#### [TASK TO CARRY OUT]
Your copy should match the entries exactly, with the pictures left out.

#### [STORED DATA]

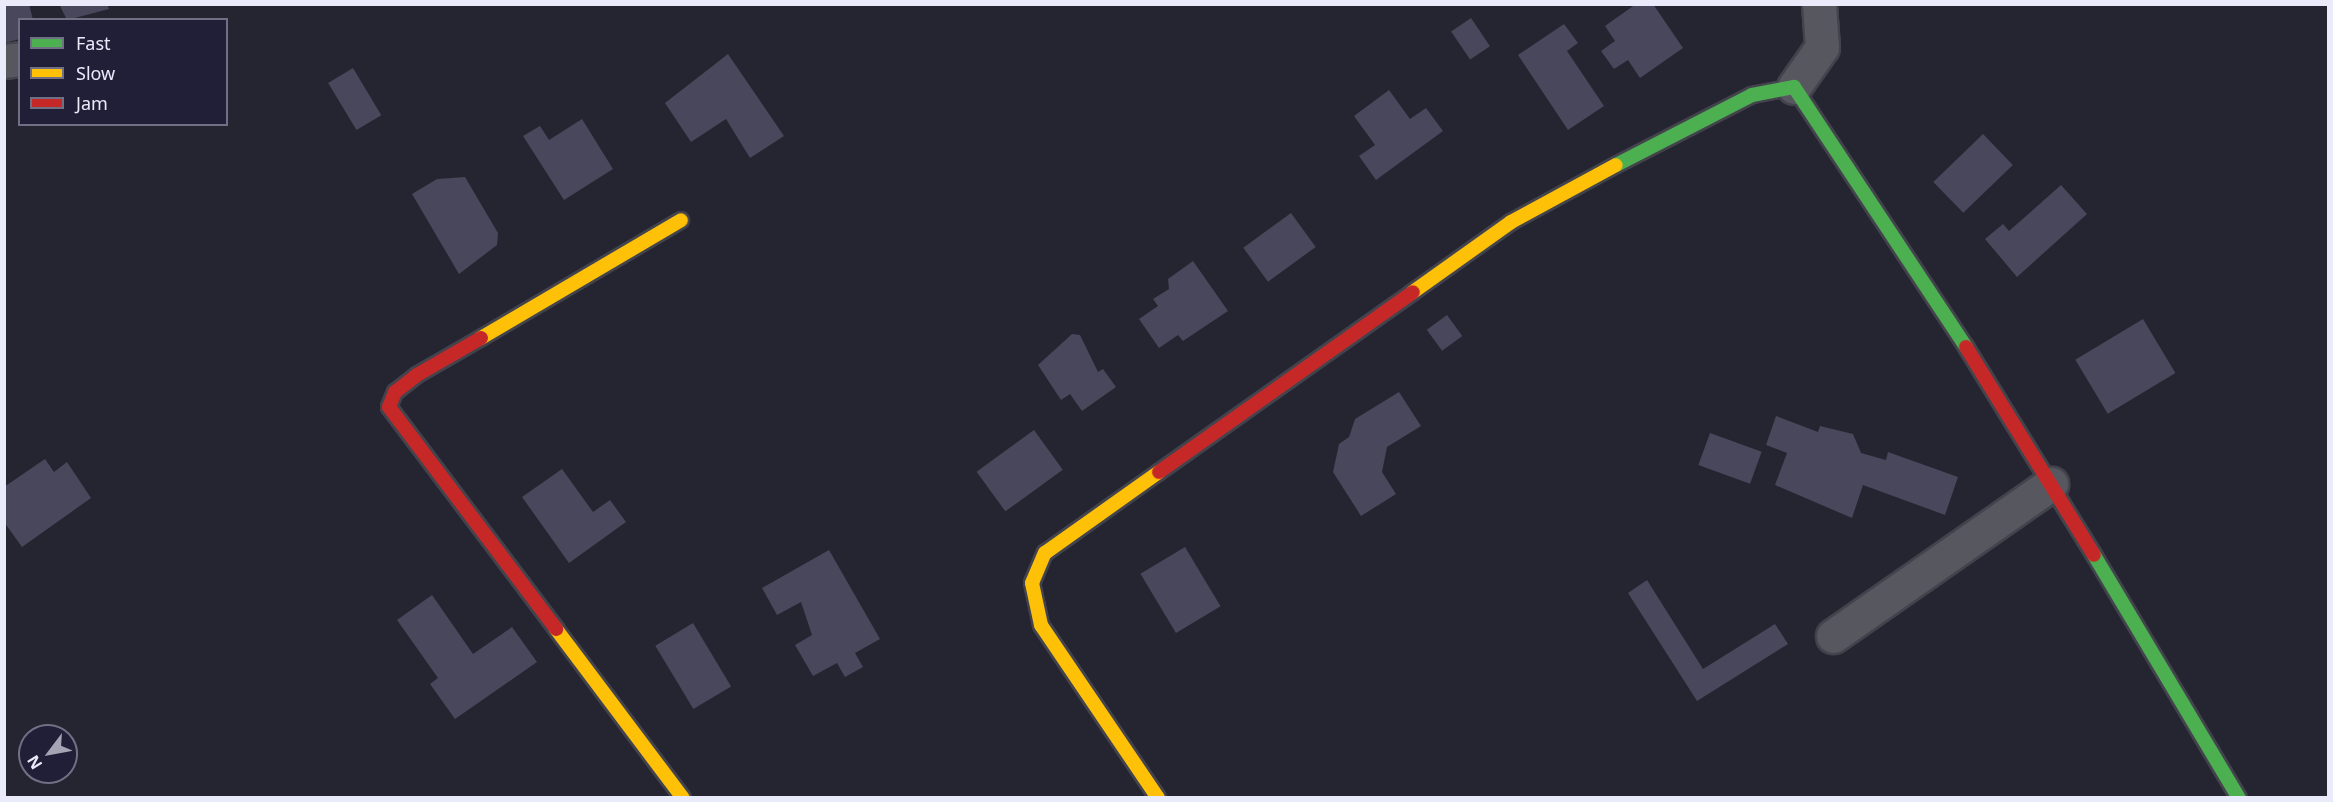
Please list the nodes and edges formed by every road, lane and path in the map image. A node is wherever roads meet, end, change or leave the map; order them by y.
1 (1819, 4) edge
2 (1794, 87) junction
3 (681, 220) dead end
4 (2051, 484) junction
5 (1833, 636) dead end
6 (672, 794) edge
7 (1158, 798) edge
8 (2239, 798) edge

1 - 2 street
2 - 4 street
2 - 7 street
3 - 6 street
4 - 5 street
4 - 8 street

#### [OUTPUT]
Please list the nodes and edges formed by every road, lane and path in the map image. A node is wherever roads meet, end, change or leave the map; order them by y.
1 (1819, 4) edge
2 (1794, 87) junction
3 (681, 220) dead end
4 (2051, 484) junction
5 (1833, 636) dead end
6 (672, 794) edge
7 (1158, 798) edge
8 (2239, 798) edge

1 - 2 street
2 - 4 street
2 - 7 street
3 - 6 street
4 - 5 street
4 - 8 street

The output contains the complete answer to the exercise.